New Thought Movement · 1928 to Present · Napoleon Hill's First Principle
There is one quality which one must possess to win, and that is definiteness of purpose, the knowledge of what one wants, and a burning desire to possess it.Napoleon Hill — Think and Grow Rich, 1937
Napoleon Hill called Definiteness of Purpose the starting point of all achievement — not the most important of his 13 principles, but the first, because without it none of the others have anywhere to go. A person may possess faith, persistence, imagination, and every other quality Hill identified, but without a definite purpose these qualities have no direction. They dissipate into general optimism or busy-ness that produces nothing in particular.
The word definite is important. Hill was not describing a vague aspiration — I want to be successful, I want to be happy, I want to make a contribution. He was describing a specific, written, dated, quantified aim toward which all of a person's energy, thought, and daily action is directed. The specificity is not incidental. It is the mechanism. A vague desire produces vague action. A specific aim produces specific action. Specific action produces specific results.
The practical discipline Hill recommended is simple: write down your purpose. Write down what you intend to achieve, when you intend to achieve it, and what you intend to give in exchange for it. Read it twice daily — once in the morning before the day's activity begins, once at night before sleep. Allow the purpose to become the lens through which you evaluate every decision and every use of time.

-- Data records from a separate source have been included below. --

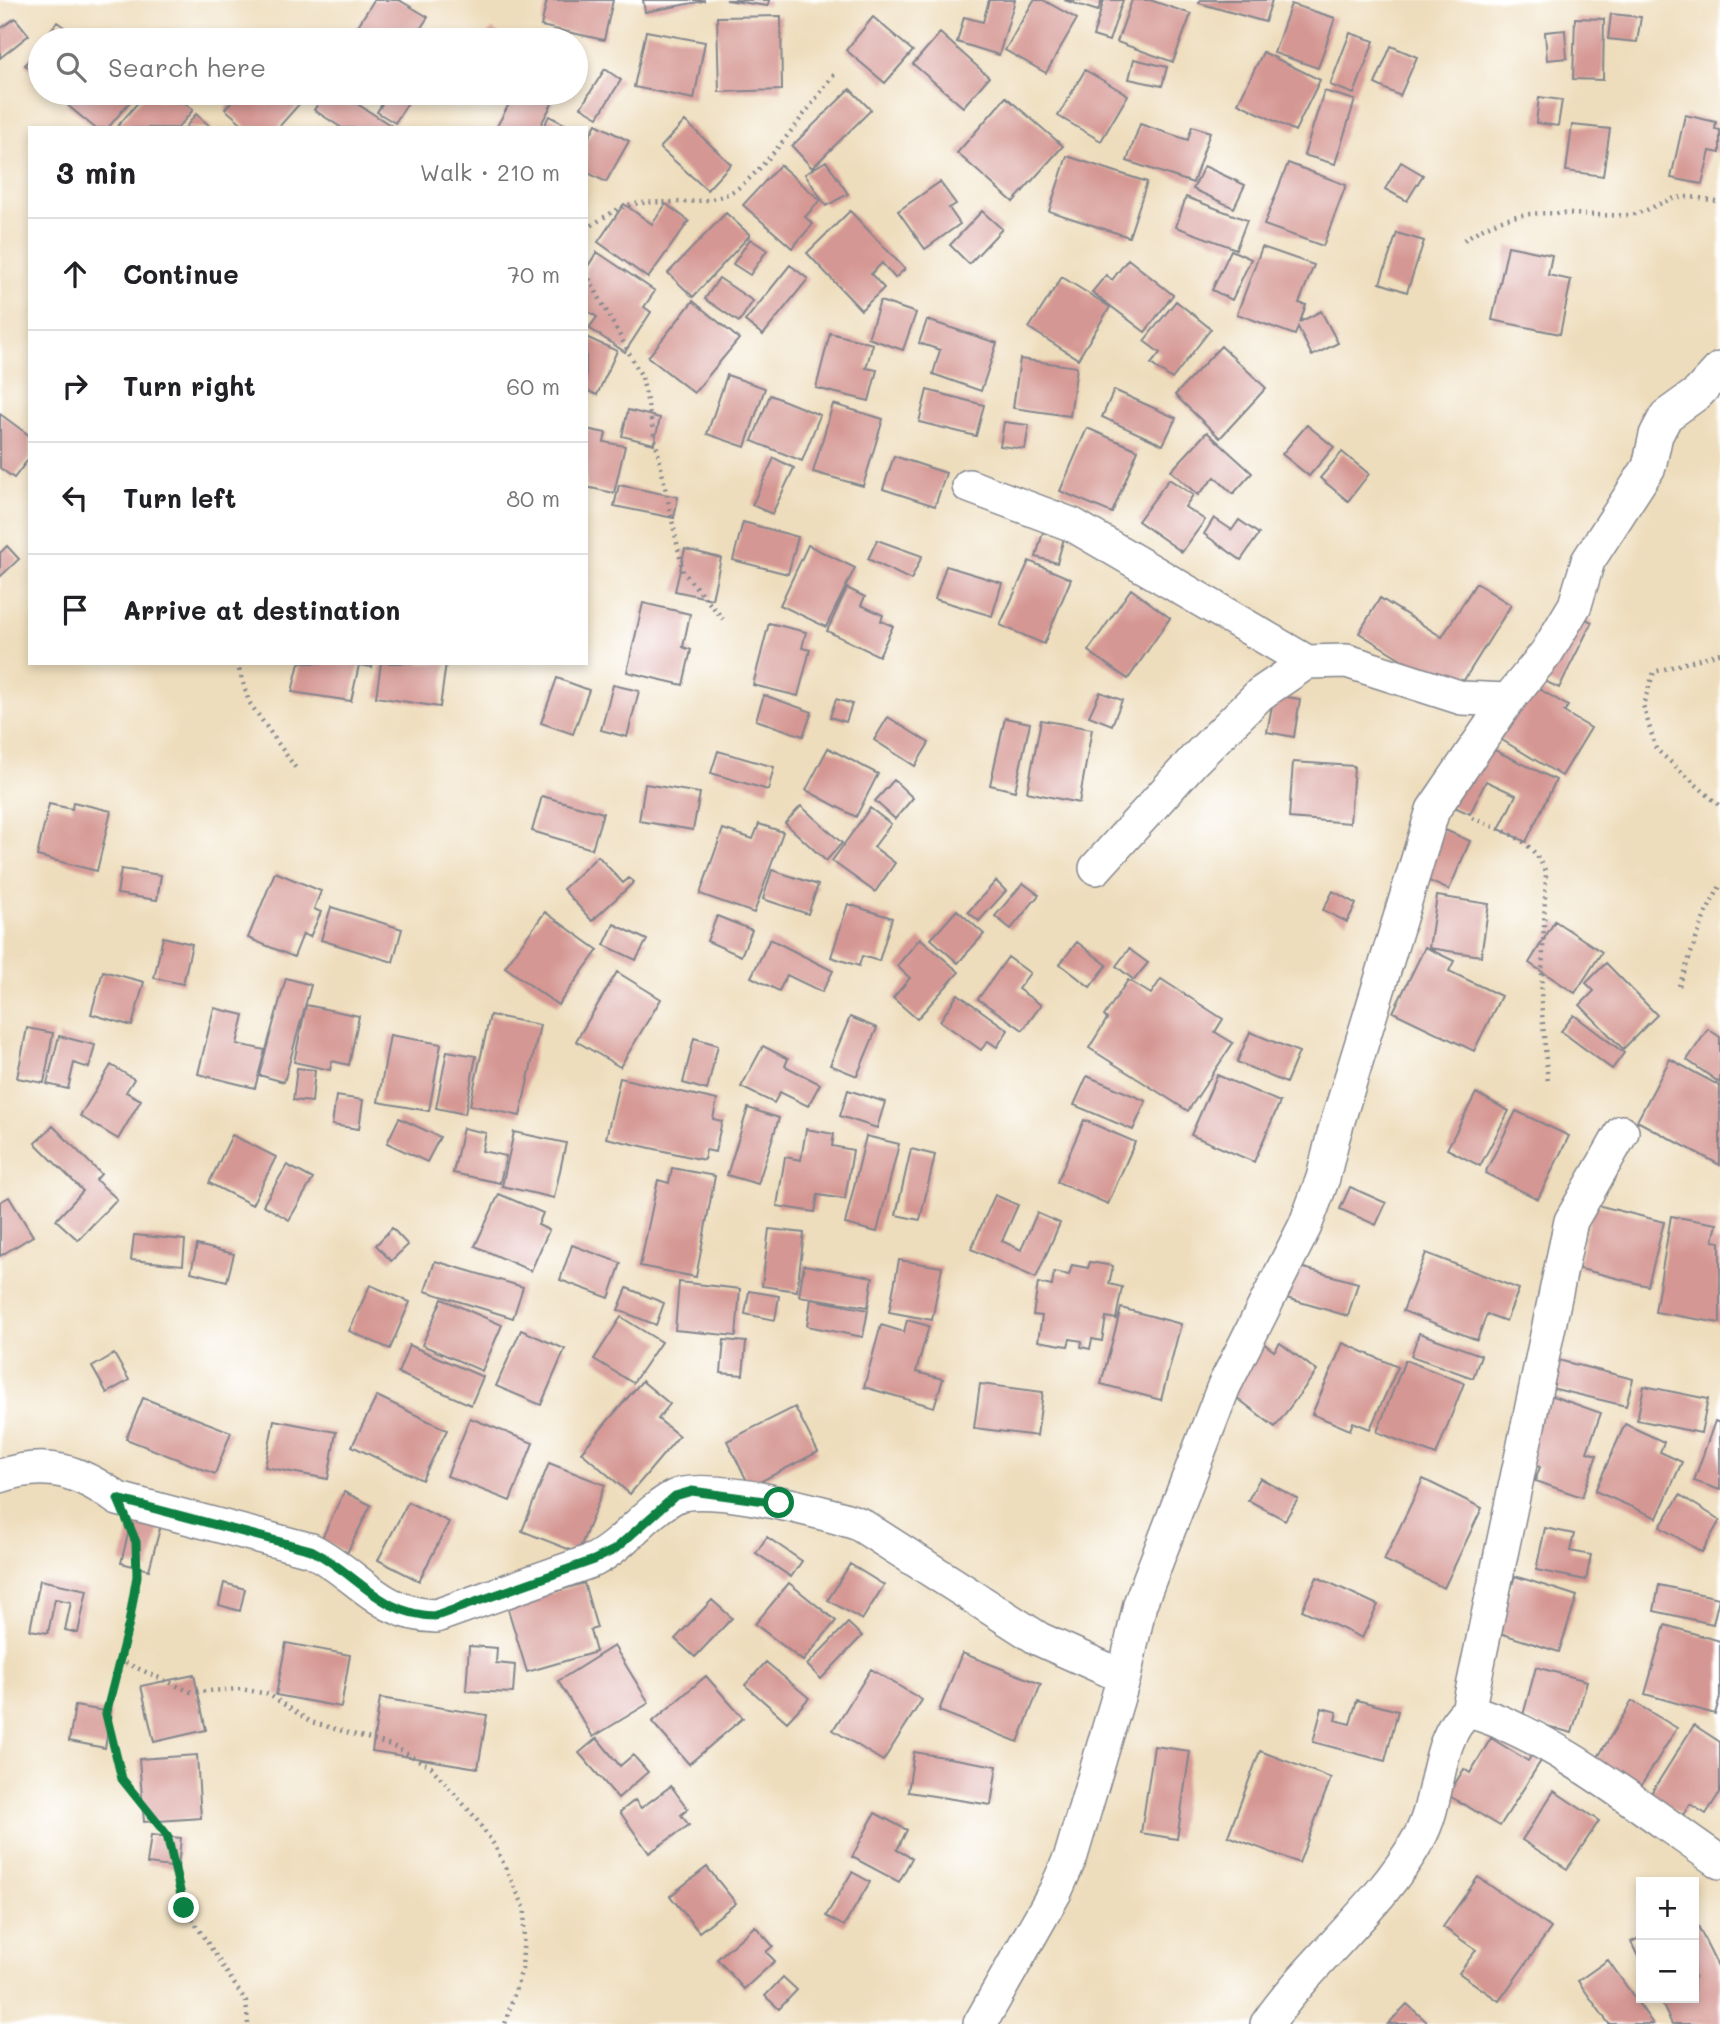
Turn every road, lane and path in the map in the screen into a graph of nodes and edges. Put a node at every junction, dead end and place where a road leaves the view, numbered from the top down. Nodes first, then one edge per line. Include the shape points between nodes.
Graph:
1 (837, 71) dead end
2 (1720, 202) edge
3 (588, 228) edge
4 (1464, 240) dead end
5 (588, 277) edge
6 (1720, 369) edge
7 (969, 486) dead end
8 (723, 619) dead end
9 (1720, 653) edge
10 (1307, 662) junction
11 (238, 665) edge
12 (1508, 701) junction
13 (297, 770) dead end
14 (1720, 806) edge
15 (1433, 810) junction
16 (1096, 867) dead end
17 (1720, 886) edge
18 (1679, 986) dead end
19 (1548, 1083) dead end
20 (1622, 1132) dead end
21 (0, 1476) edge
22 (118, 1499) junction
23 (120, 1660) junction
24 (1124, 1677) junction
25 (1468, 1711) junction
26 (1720, 1862) edge
27 (248, 2024) edge
28 (505, 2024) edge
29 (980, 2024) edge
30 (1267, 2024) edge

1 - 3 path via 734,191 695,201 633,204
2 - 4 path via 1674,198 1629,215 1525,213 1497,219
5 - 8 path via 642,377 683,572
6 - 12 street via 1667,416 1656,435 1649,467 1588,561 1575,605 1548,652
7 - 10 street via 1073,525
9 - 14 path via 1654,672 1643,705 1656,749
10 - 12 street via 1347,661 1462,698
10 - 16 street via 1260,694
11 - 13 path via 249,702
12 - 15 street
15 - 19 path via 1458,813 1517,836 1539,854 1546,873 1541,1001
15 - 24 street via 1323,1178 1305,1226 1224,1386 1140,1605
17 - 18 path
20 - 25 street via 1572,1221
21 - 22 street via 29,1469 71,1472 92,1480
22 - 23 path via 136,1542 137,1576
22 - 24 street via 311,1550 411,1616 436,1616 604,1555 675,1496 692,1491 779,1503 859,1524 1039,1639
23 - 27 path via 106,1714 122,1779 167,1835 184,1908 246,2002
23 - 28 path via 191,1692 241,1689 268,1694 311,1722 391,1745 430,1767 495,1846 525,1909 522,1969
24 - 29 street via 1071,1856
25 - 26 street via 1497,1720 1572,1761
25 - 30 street via 1454,1723 1419,1839 1391,1880

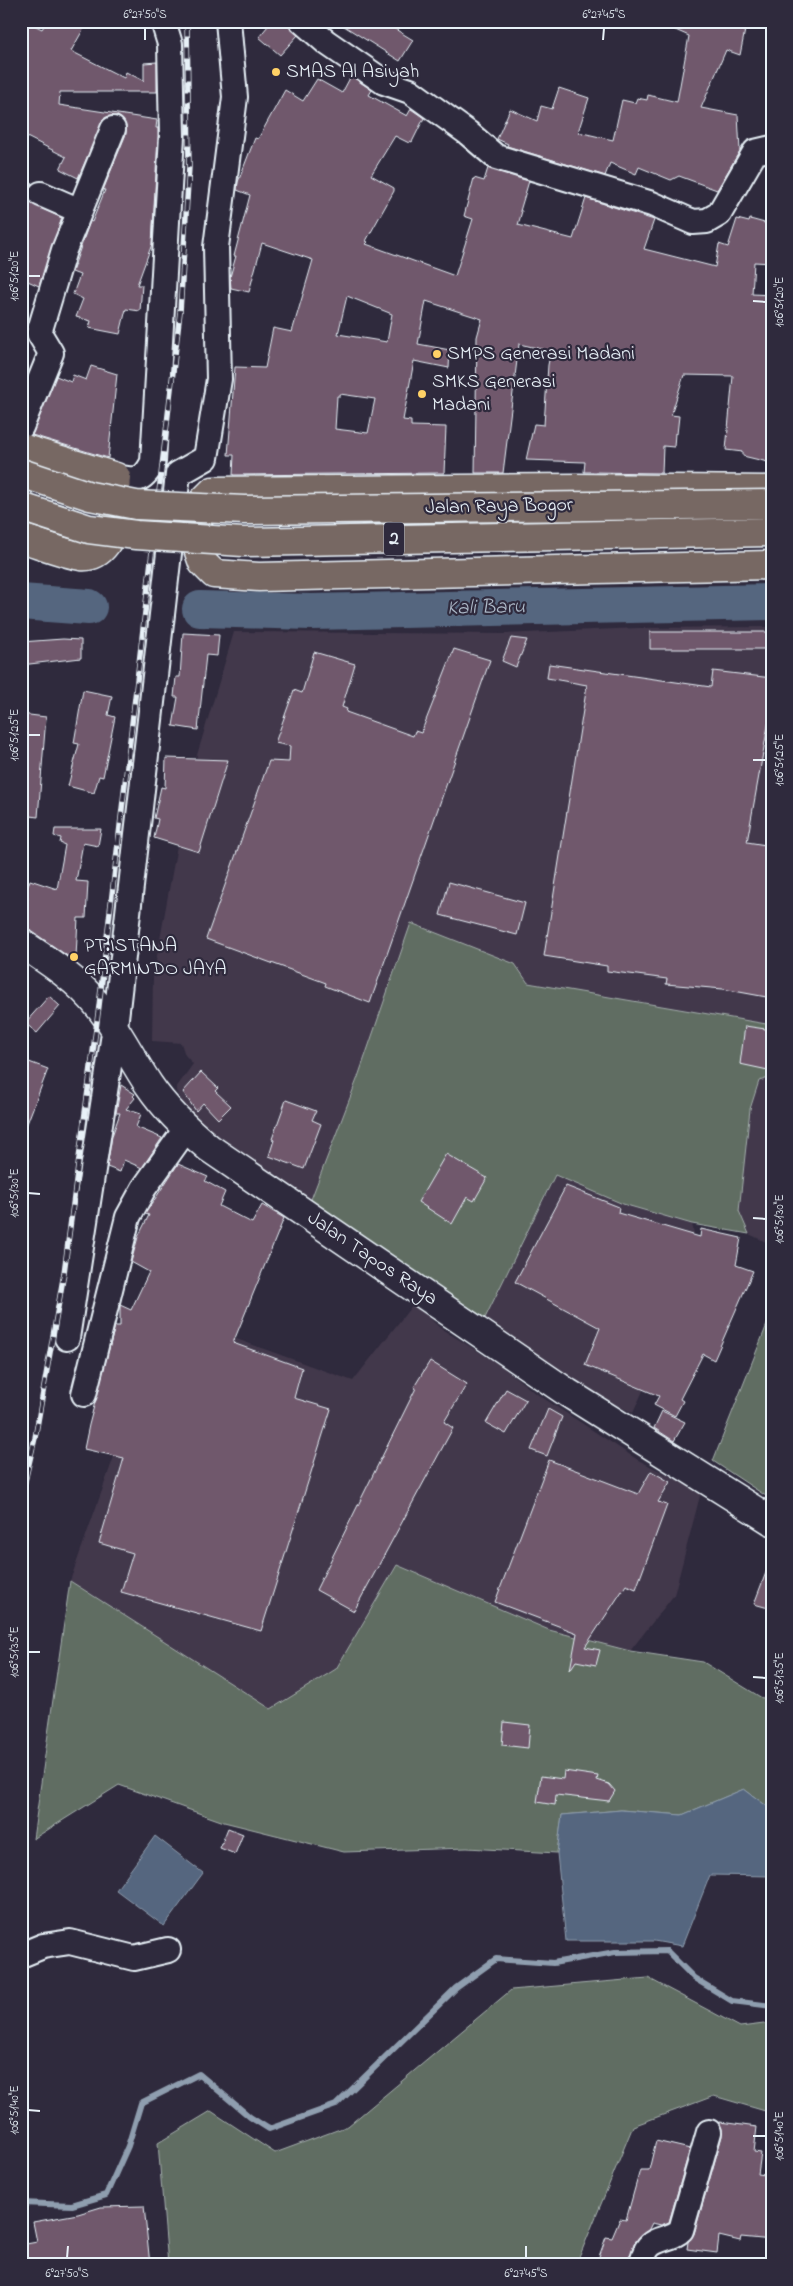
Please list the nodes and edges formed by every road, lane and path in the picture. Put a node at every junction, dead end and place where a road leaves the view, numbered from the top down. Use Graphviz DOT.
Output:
graph roads {
  1 [pos="164,21"];
  2 [pos="228,21"];
  3 [pos="302,21"];
  4 [pos="113,129"];
  5 [pos="772,148"];
  6 [pos="41,194"];
  7 [pos="80,211"];
  8 [pos="21,427"];
  9 [pos="21,448"];
  10 [pos="21,474"];
  11 [pos="116,477"];
  12 [pos="176,490"];
  13 [pos="213,491"];
  14 [pos="771,499"];
  15 [pos="21,507"];
  16 [pos="772,532"];
  17 [pos="21,538"];
  18 [pos="772,565"];
  19 [pos="21,944"];
  20 [pos="115,1027"];
  21 [pos="186,1129"];
  22 [pos="67,1338"];
  23 [pos="84,1394"];
  24 [pos="772,1521"];
  25 [pos="168,1950"];
  26 [pos="21,1955"];
  27 [pos="709,2132"];
  28 [pos="641,2265"];
  1 -- 11 [label="street"];
  2 -- 12 [label="street"];
  3 -- 5 [label="street"];
  4 -- 7 [label="street"];
  6 -- 7 [label="street"];
  7 -- 8 [label="street"];
  9 -- 11 [label="highway"];
  10 -- 14 [label="highway, Jalan Raya Bogor / 2, bridge"];
  11 -- 17 [label="highway"];
  12 -- 13 [label="street"];
  12 -- 20 [label="street"];
  13 -- 14 [label="highway"];
  13 -- 18 [label="highway"];
  15 -- 16 [label="highway, Jalan Raya Bogor / 2, bridge"];
  19 -- 20 [label="main road, Jalan Tapos Raya"];
  20 -- 21 [label="main road, Jalan Tapos Raya"];
  20 -- 22 [label="street"];
  21 -- 23 [label="street"];
  21 -- 24 [label="main road, Jalan Tapos Raya"];
  25 -- 26 [label="street"];
  27 -- 28 [label="street"];
}
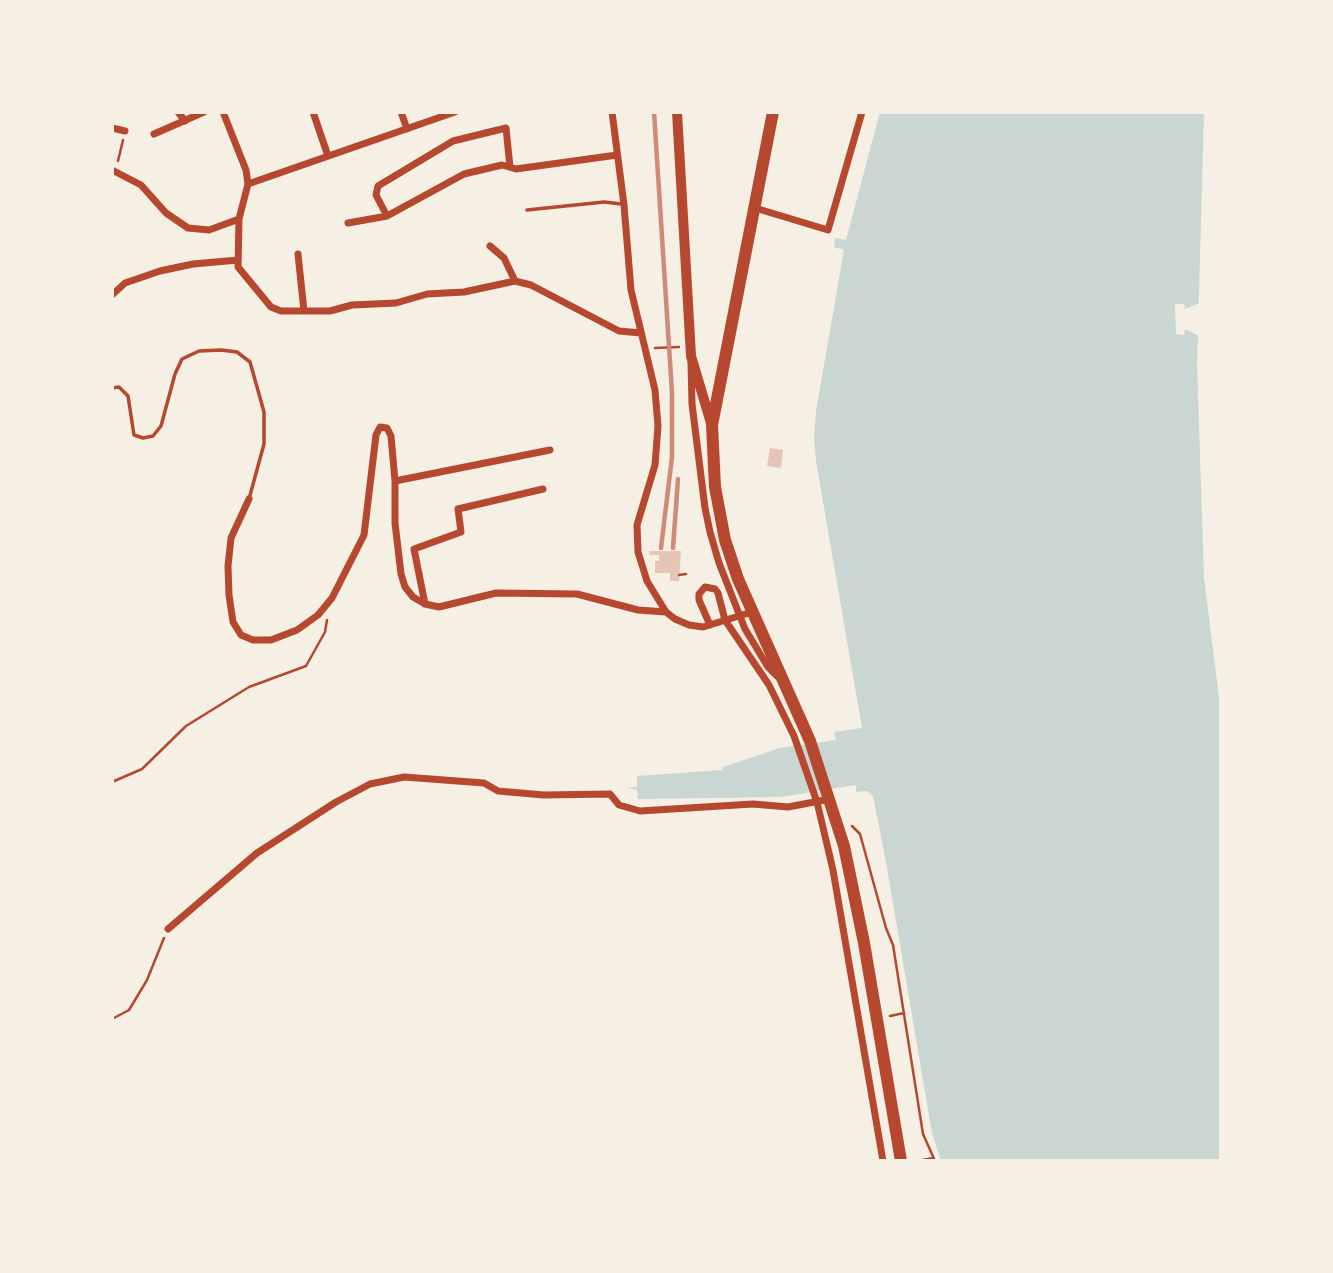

The concept of a life organized around a clear central aim is not Hill's invention. Aristotle's Nicomachean Ethics opens with the observation that every art, inquiry, action, and pursuit aims at some good — and that the good which is the highest aim of all human activity is eudaimonia, human flourishing. The entire ethical project, for Aristotle, depends on knowing what you are actually aiming at.
The Stoics called it hegemonikon — the governing faculty — the rational part of the mind that has the authority to direct all other mental activity. Epictetus taught that the first and most important philosophical exercise was to make clear to yourself what you actually want and whether what you actually want is worth wanting. Most people, he observed, pursue what they have been told to want rather than what a careful examination of their own nature would reveal.
Viktor Frankl's will to meaning is the existential version of the same insight: the person who knows what they are for can bear almost any how. The purpose is not a luxury — it is the organizing principle that makes everything else make sense.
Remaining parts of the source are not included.